Spinning into My Quarter Life Crisis

Recently I was invited by my friend Lucy to her younger sisters' 21st birthday party. I gag for a bit of a do and a dance floor and seeing as it was a free bar, it was clearly a no brainer (don't judge me, all you fuckers think that too). Little did I know I was to leave the following day feeling far more aware about my upcoming 25th than when I entered.

Admittedly, this is partly due to the fact Lucy and I have known each other since the tiny age of 3 so with every celebration there's a 'fuck has it really been that long' sideways glance at each other followed by a wide eyed, gulp of our drinks. The difference between Lucy and I is that she's tits deep in a relationship, 7 years kinda deep, so as the wedding and popping ovaries chat begins to frequent our social situations I feel more for her than my single ass. No pressure Luce.

Whilst writing this I decided to try and find the oldest photo of Lucy and I together. Well folks, this is it, our nursery nativity play. You see that miserable af donkey in the corner? Ladies and Gents, I give you Lucy Peel.

Whilst writing this I decided to try and find the oldest photo of Lucy and I together. Well folks, this is it, our nursery nativity play. You see that miserable af donkey in the corner? Ladies and Gents, I give you Lucy Peel.

Whilst the number of engagement and wedding pics are clearly on the rise I think we are comfortably sitting just before the time of bi-weekly blow up dicks, constantly forking out for new wedding outfits and getting it horribly wrong in front of our friends nearest and dearest. Otherwise known as wedding season, it's very much on the horizon. Don't get me wrong, I love a party especially ones with blow up dicks (and free bars) but wedding season in itself incites an eye roll or two as it only adds to everyone's quarter life crisis panic. Yes you're single and no you're not going to die. Next.

So, back to the party. Swimming through the sea of baby faced students I fixed myself with a glass of fizz and began the formalities that occur within the initial sober moments of any do. The hellos, the small talk and the location of the seating plan. Apparently I needed to be slapped across the face with a big old handful of adult as it was titled 'Taxpayers Table'. Fantastic.

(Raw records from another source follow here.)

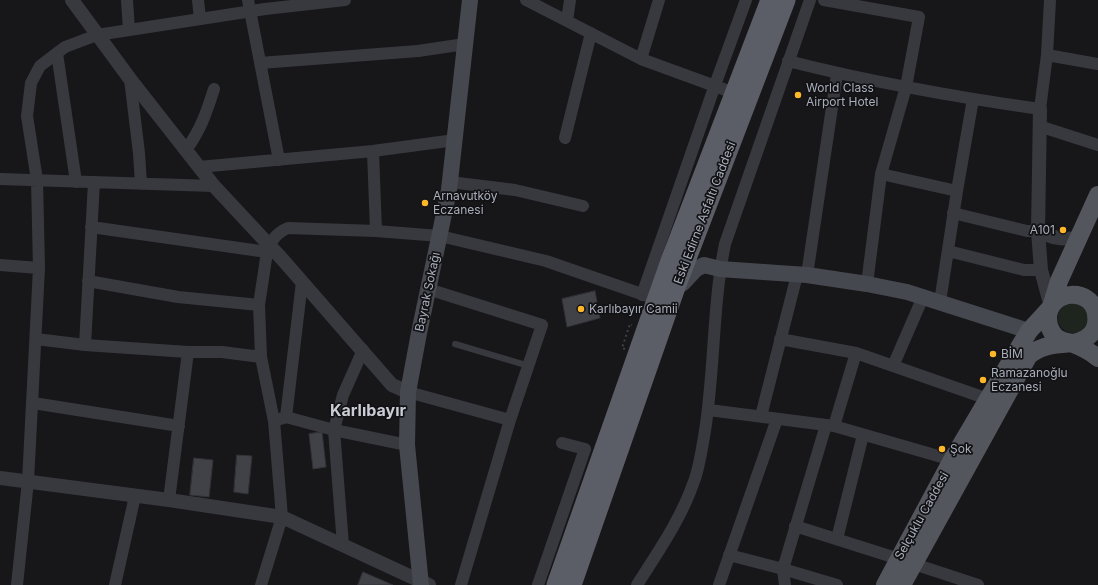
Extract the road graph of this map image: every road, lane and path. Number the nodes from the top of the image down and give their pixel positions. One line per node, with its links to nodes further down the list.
1 (72, 0): 20 (street)
2 (127, 0): 18 (street)
3 (198, 0): 16 (street)
4 (345, 0): 15 (street)
5 (470, 0): 21 (main road, Bayrak Sokağı)
6 (526, 0): 17 (street)
7 (570, 0): 17 (street)
8 (659, 0): 24 (street)
9 (746, 0): 30 (street, Eski Edirne Asfaltı Caddesi)
10 (770, 0): 33 (highway, Eski Edirne Asfaltı Caddesi)
11 (786, 0): 60 (highway, Eski Edirne Asfaltı Caddesi)
12 (810, 0): 25 (street)
13 (824, 0): 31 (street)
14 (1050, 0): 23 (street)
15 (249, 6): 16 (street); 27 (street)
16 (200, 19): 18 (street)
17 (567, 21): 19 (street)
18 (129, 30): 20 (street)
19 (591, 33): 24 (street); 37 (street)
20 (98, 35): 22 (street); 29 (street)
21 (465, 44): 27 (street); 38 (main road, Bayrak Sokağı)
22 (58, 53): 46 (street); 47 (street)
23 (1047, 55): 26 (street); 35 (street)
24 (641, 59): 30 (street)
25 (788, 62): 28 (street); 67 (street)
26 (1098, 62)
27 (260, 63): 42 (street)
28 (836, 74): 31 (street); 69 (street)
29 (130, 79): 40 (street); 50 (street)
30 (715, 85): 33 (street); 75 (street, Eski Edirne Asfaltı Caddesi)
31 (906, 88): 34 (street); 44 (street)
32 (214, 89): 40 (street)
33 (734, 93): 75 (highway, Eski Edirne Asfaltı Caddesi)
34 (973, 99): 35 (street); 52 (street)
35 (1040, 109): 36 (street)
36 (1039, 126): 39 (street); 58 (street)
37 (565, 138)
38 (455, 140): 41 (street); 49 (main road, Bayrak Sokağı)
39 (1098, 145)
40 (186, 150): 43 (street)
41 (373, 151): 42 (street); 57 (street)
42 (279, 160): 43 (street)
43 (199, 167): 51 (street)
44 (881, 174): 52 (street); 72 (street)
45 (0, 179): 46 (street)
46 (37, 180): 47 (street); 66 (street)
47 (76, 182): 48 (street)
48 (94, 182): 50 (street); 56 (street)
49 (450, 182): 54 (street); 59 (main road, Bayrak Sokağı)
50 (141, 184): 51 (street)
51 (214, 186): 62 (street)
52 (957, 191): 55 (street)
53 (1098, 196): 61 (main road, Selçuklu Caddesi)
54 (583, 206)
55 (953, 213): 58 (street); 63 (street)
56 (91, 227): 62 (street); 70 (street)
57 (376, 231): 59 (street); 62 (street)
58 (1038, 231): 61 (street); 68 (street)
59 (440, 236): 74 (main road, Bayrak Sokağı); 75 (street)
60 (696, 237): 65 (main road); 73 (highway, Eski Edirne Asfaltı Caddesi)
61 (1078, 238): 79 (main road, Selçuklu Caddesi)
62 (268, 249): 71 (street); 78 (street)
63 (948, 251): 68 (street); 77 (street)
64 (0, 265): 66 (street)
65 (704, 265): 67 (main road); 73 (main road)
66 (39, 268): 84 (street)
67 (720, 269): 69 (main road); 99 (street)
68 (1041, 270): 79 (street)
69 (802, 275): 72 (main road); 83 (street)
70 (88, 281): 78 (street); 87 (street)
71 (302, 282): 88 (street); 101 (street)
72 (867, 284): 76 (main road)
73 (676, 288): 130 (highway, Eski Edirne Asfaltı Caddesi)
74 (428, 289): 94 (street); 96 (main road, Bayrak Sokağı)
75 (649, 297): 129 (highway, Eski Edirne Asfaltı Caddesi)
76 (923, 297): 77 (main road); 95 (street)
77 (940, 302): 82 (main road)
78 (259, 305): 92 (street)
79 (1051, 307): 80 (main road, Selçuklu Caddesi); 82 (main road, Selçuklu Caddesi); 85 (main road, Selçuklu Caddesi)
80 (1098, 315): 85 (main road, Selçuklu Caddesi)
81 (630, 324): 89 (path)
82 (1029, 331): 97 (main road, Selçuklu Caddesi)
83 (780, 339): 91 (street); 100 (street)
84 (36, 340): 87 (street); 98 (street)
85 (1070, 343): 93 (main road); 121 (main road, Selçuklu Caddesi)
86 (455, 344): 94 (lane)
87 (85, 345): 90 (street)
88 (363, 350): 96 (street); 107 (street)
89 (627, 350)
90 (188, 352): 92 (street); 106 (street)
91 (856, 353): 95 (street); 105 (street)
92 (261, 357): 103 (street)
93 (1098, 358)
94 (529, 366): 104 (street)
95 (893, 366): 97 (street)
96 (408, 392): 104 (street); 110 (main road, Bayrak Sokağı)
97 (988, 399): 111 (main road, Selçuklu Caddesi)
98 (33, 403): 106 (street); 113 (street)
99 (709, 410): 100 (street); 131 (street)
100 (760, 416): 102 (street)
101 (286, 417): 103 (street); 107 (street)
102 (777, 419): 105 (street); 120 (street)
103 (274, 420): 116 (street)
104 (510, 420): 127 (street)
105 (830, 425): 108 (street); 117 (street)
106 (179, 426): 115 (street)
107 (334, 430): 110 (street); 119 (street)
108 (863, 435): 111 (street); 118 (street)
109 (562, 443): 128 (street)
110 (407, 445): 123 (main road, Bayrak Sokağı)
111 (952, 460): 121 (main road, Selçuklu Caddesi)
112 (0, 478): 113 (street)
113 (28, 481): 114 (street); 124 (street)
114 (135, 496): 115 (street); 125 (street)
115 (169, 500): 116 (street)
116 (282, 517): 119 (street); 126 (street)
117 (795, 526): 118 (street); 122 (street)
118 (837, 539): 121 (street)
119 (343, 546): 123 (street)
120 (729, 555): 122 (street); 132 (street)
121 (906, 562): 135 (main road, Selçuklu Caddesi); 136 (main road, Selçuklu Caddesi); 137 (street)
122 (783, 569): 133 (street); 134 (street)
123 (424, 584)
124 (17, 585)
125 (115, 585)
126 (260, 585)
127 (462, 585)
128 (538, 585)
129 (556, 585)
130 (572, 585)
131 (637, 585)
132 (719, 585)
133 (785, 585)
134 (838, 585)
135 (885, 585)
136 (902, 585)
137 (978, 585)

You know in Bridesmaids when Helen gives Lillian the trip to Paris at which point Annie closes her eyes and goes 'Are you fucking kidding me?'. I did that. 

One observation in particular was that 'The Kids' (yes I found myself referring to them as this) were serving up a slightly different look to us more mature ladies. Most noticeably, we were all in dresses past the knee. Which by the way, have you tried dancing in a long skirt? It's weird as fuck. Perhaps this is due to the kind of shapes I throw. Perhaps there is still some young in me yet...

Oh no wait. Hold the bloody phone, just before I get comfortable with that thought, here's another little curve ball. So remember I said Lucy and I had known each other for years? 22 years to be exact. Well. That's actually longer than any of those little fuckbags at the party had been alive. Again. Eye contact, consume beverage. With all of this said, we out danced The Kids well into the morning only to retire because dickhead over here went over on her ankle. Standard.

Whilst generally speaking I am not too bothered about turning 25, it's moments like my younger brother not knowing what a Walkman is, getting my smear test letter through the post (fun) and finding myself TWO weekends in a row bopping along to the 10 O'clock news tune on a Friday night (I was not alone, Katie was doing this also) that made me think fuck, I'm getting older fast and I most definitely do not have my life together. But then again, what even is having your life together? I consider getting round to waxing my moustache a successful evening of personal admin. This is a win. This might not be the case with normal people. Who knows. 

Seriously though...the fucking Taxpayers Table?!